As I have very few prims on an openspace island I am always looking for ways to save prims. I have tried building a small house in as few prims as possible.
The roof consists of one cube narrowed at one end to provide a triangle cross section and then hollowed to give a roof space. Two more rectangular prims textured to look like a wall make up the ends of the house.
At the back of the house are two prims, one for the wall and one for the window. The house front needs four prims – the wall and the window – the door and the small widow above it.
The base of the house was one more prim.
Finally I needed to make four steps which I made from two cut cubes giving me two more prims.
Total for the whole house 12 prims. I then textured the various parts using free textures. Brown stone walls a tiled roof and a wooden floor. The base was grey stone. The windows and door were white textures.
The most difficult thing about building the house was to line up the sections and to avoid editing the wrong parts of the house.

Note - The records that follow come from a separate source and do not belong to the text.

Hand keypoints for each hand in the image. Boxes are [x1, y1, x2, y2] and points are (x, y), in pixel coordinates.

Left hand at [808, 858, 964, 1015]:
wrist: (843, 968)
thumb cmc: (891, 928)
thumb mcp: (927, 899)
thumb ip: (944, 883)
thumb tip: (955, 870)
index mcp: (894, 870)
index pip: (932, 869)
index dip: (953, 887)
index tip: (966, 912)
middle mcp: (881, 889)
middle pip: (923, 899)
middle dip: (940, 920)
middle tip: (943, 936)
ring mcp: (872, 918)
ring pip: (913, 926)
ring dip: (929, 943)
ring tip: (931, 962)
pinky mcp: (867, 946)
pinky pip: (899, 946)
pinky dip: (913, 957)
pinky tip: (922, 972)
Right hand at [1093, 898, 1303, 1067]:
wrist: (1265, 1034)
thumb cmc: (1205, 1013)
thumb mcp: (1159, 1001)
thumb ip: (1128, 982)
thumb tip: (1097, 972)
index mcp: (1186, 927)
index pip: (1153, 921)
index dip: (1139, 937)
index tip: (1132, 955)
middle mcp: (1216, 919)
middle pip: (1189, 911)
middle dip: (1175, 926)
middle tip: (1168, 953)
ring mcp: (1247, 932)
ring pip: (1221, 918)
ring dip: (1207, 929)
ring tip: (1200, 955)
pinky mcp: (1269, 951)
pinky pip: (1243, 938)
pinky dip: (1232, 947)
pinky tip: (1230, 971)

First thing I did was to set the base so it was level and lined up with specific rotations and positioning and it’s dimensions were a little smaller than the roof to allow a roof overhang.. Then I set the rotations of the all the other parts so they were lined up with respect to this. I then built the walls making them a little smaller than the roof so they lined up with the base. I worked out the X and Y positions for the parts, moved them almost in place by eye and then typed in the final coordinates to round off the values and get things fully lined up.
Once I had positioned a section I locked it so that I could not edit it by mistake. I tried to join all the parts into one object and this worked for the most part except for the door which refused to work properly.